4. Said vaccine was administered in the United States. Section 11(c)(1)(B)(i)(I); Tr.
5. There is a preponderance of the evidence that Justin suffered the residual effects
of his alleged injury for more than 6 months after the administration of the vaccine.
Section 11(c)(1)(D)(i); Tr. at 109.
6. There is a preponderance of the evidence that petitioners incurred unreimbursable
expenses due in whole or in part to such injury in an amount greater than $1,000. Section
11(c)(1)(D)(i); Tr. at 109.
7. There is not a preponderance of the evidence that Justin's DPT vaccinations
caused-in-fact his Evans Syndrome.
Based on the foregoing, the undersigned finds that petitioners are not entitled to
compensation in this case. In the absence of a motion for review(5)
filed pursuant to RCFC Appendix J, the clerk of court is directed to enter judgment
dismissing this case with prejudice.
IT IS SO ORDERED.
Richard B. Abell
1. The statutory provisions governing the Vaccine Act are found at 42 U.S.C. §§ 300aa-1 to 300aa-34 (1991 & Supp. 1997). Hereinafter, for ease of citation, all references will be to the relevant subsection of 42 U.S.C. § 300aa.
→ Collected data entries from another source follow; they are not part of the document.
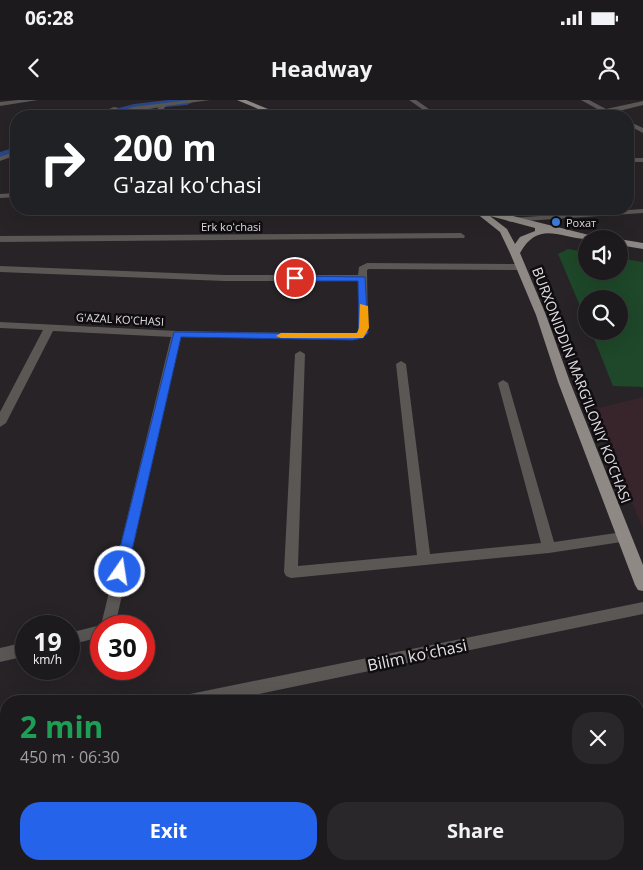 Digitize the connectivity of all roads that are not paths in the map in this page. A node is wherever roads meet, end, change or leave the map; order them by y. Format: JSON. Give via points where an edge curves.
{"nodes":[{"id":1,"x":35,"y":100,"type":"edge"},
{"id":2,"x":148,"y":100,"type":"edge"},
{"id":3,"x":207,"y":100,"type":"edge"},
{"id":4,"x":240,"y":100,"type":"edge"},
{"id":5,"x":412,"y":100,"type":"edge"},
{"id":6,"x":584,"y":100,"type":"edge"},
{"id":7,"x":643,"y":103,"type":"edge"},
{"id":8,"x":0,"y":104,"type":"edge"},
{"id":9,"x":164,"y":104,"type":"junction"},
{"id":10,"x":115,"y":110,"type":"edge"},
{"id":11,"x":125,"y":110,"type":"edge"},
{"id":12,"x":160,"y":110,"type":"edge"},
{"id":13,"x":266,"y":110,"type":"edge"},
{"id":14,"x":427,"y":110,"type":"edge"},
{"id":15,"x":603,"y":110,"type":"edge"},
{"id":16,"x":610,"y":110,"type":"edge"},
{"id":17,"x":484,"y":215,"type":"edge"},
{"id":18,"x":495,"y":215,"type":"edge"},
{"id":19,"x":583,"y":215,"type":"edge"},
{"id":20,"x":510,"y":220,"type":"junction"},
{"id":21,"x":548,"y":229,"type":"junction"},
{"id":22,"x":504,"y":231,"type":"junction"},
{"id":23,"x":578,"y":235,"type":"edge"},
{"id":24,"x":461,"y":236,"type":"dead end"},
{"id":25,"x":0,"y":239,"type":"edge"},
{"id":26,"x":628,"y":244,"type":"edge"},
{"id":27,"x":643,"y":246,"type":"edge"},
{"id":28,"x":515,"y":253,"type":"junction"},
{"id":29,"x":521,"y":267,"type":"junction"},
{"id":30,"x":0,"y":269,"type":"edge"},
{"id":31,"x":362,"y":278,"type":"junction"},
{"id":32,"x":0,"y":326,"type":"edge"},
{"id":33,"x":49,"y":328,"type":"junction"},
{"id":34,"x":177,"y":334,"type":"junction"},
{"id":35,"x":300,"y":354,"type":"dead end"},
{"id":36,"x":400,"y":364,"type":"dead end"},
{"id":37,"x":504,"y":383,"type":"dead end"},
{"id":38,"x":0,"y":423,"type":"edge"},
{"id":39,"x":623,"y":537,"type":"junction"},
{"id":40,"x":549,"y":548,"type":"junction"},
{"id":41,"x":424,"y":558,"type":"junction"},
{"id":42,"x":643,"y":585,"type":"edge"},
{"id":43,"x":643,"y":608,"type":"edge"},
{"id":44,"x":111,"y":615,"type":"edge"},
{"id":45,"x":15,"y":652,"type":"edge"},
{"id":46,"x":0,"y":656,"type":"edge"},
{"id":47,"x":219,"y":695,"type":"edge"}],
"edges":[{"from":1,"to":8,"type":"street"},
{"from":2,"to":10,"type":"street"},
{"from":3,"to":9,"type":"street"},
{"from":4,"to":13,"type":"main road"},
{"from":5,"to":14,"type":"street"},
{"from":6,"to":15,"type":"street"},
{"from":7,"to":16,"type":"street"},
{"from":9,"to":11,"type":"street"},
{"from":9,"to":12,"type":"street"},
{"from":17,"to":22,"type":"main road","name":"BURXONIDDIN MARG’ILONIY KO’CHASI"},
{"from":18,"to":20,"type":"main road"},
{"from":19,"to":20,"type":"street"},
{"from":20,"to":21,"type":"main road"},
{"from":21,"to":22,"type":"main road"},
{"from":21,"to":23,"type":"main road"},
{"from":21,"to":28,"type":"main road","via":[[523,239]]},
{"from":22,"to":28,"type":"main road","name":"BURXONIDDIN MARG’ILONIY KO’CHASI"},
{"from":24,"to":25,"type":"street","name":"Erk koʻchasi"},
{"from":26,"to":27,"type":"main road"},
{"from":28,"to":29,"type":"main road","name":"BURXONIDDIN MARG’ILONIY KO’CHASI"},
{"from":29,"to":31,"type":"street","via":[[373,266],[362,269]]},
{"from":29,"to":39,"type":"main road","name":"BURXONIDDIN MARG’ILONIY KO’CHASI"},
{"from":30,"to":31,"type":"street","via":[[224,278]]},
{"from":31,"to":34,"type":"street","name":"G'AZAL KO'CHASI","via":[[364,328],[360,336]]},
{"from":32,"to":33,"type":"street","name":"G'AZAL KO'CHASI"},
{"from":33,"to":34,"type":"street","name":"G'AZAL KO'CHASI"},
{"from":33,"to":38,"type":"street"},
{"from":34,"to":44,"type":"street"},
{"from":35,"to":41,"type":"street","via":[[291,572]]},
{"from":36,"to":41,"type":"street"},
{"from":37,"to":40,"type":"street"},
{"from":39,"to":40,"type":"street"},
{"from":39,"to":42,"type":"main road","name":"BURXONIDDIN MARG’ILONIY KO’CHASI"},
{"from":40,"to":41,"type":"street"},
{"from":43,"to":47,"type":"street","name":"Bilim koʻchasi"},
{"from":45,"to":46,"type":"street"}]}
2. Reference to the transcript of the 28 May 1998 evidentiary hearing will be made as "Tr. at __."
3. Dr. Miller received his A.B. from Cornell University in 1955 and his M.D. from Cornell University Medical College in 1959. He completed his internship and residency at Children's Hospital Medical Center, Boston, Massachusetts in 1962, and he was a research fellow at Harvard Medical School from 1964-1966. His curriculum vitae lists 77 book chapters, 157 peer-reviewed articles, and 140 abstracts to his credit.
4. These four factors come from the Daubert block quotation on page 7 of this decision.
5. Pursuant to Vaccine Rule 11(a), the parties can expedite entry of judgment by each party filing a notice renouncing the right to seek review.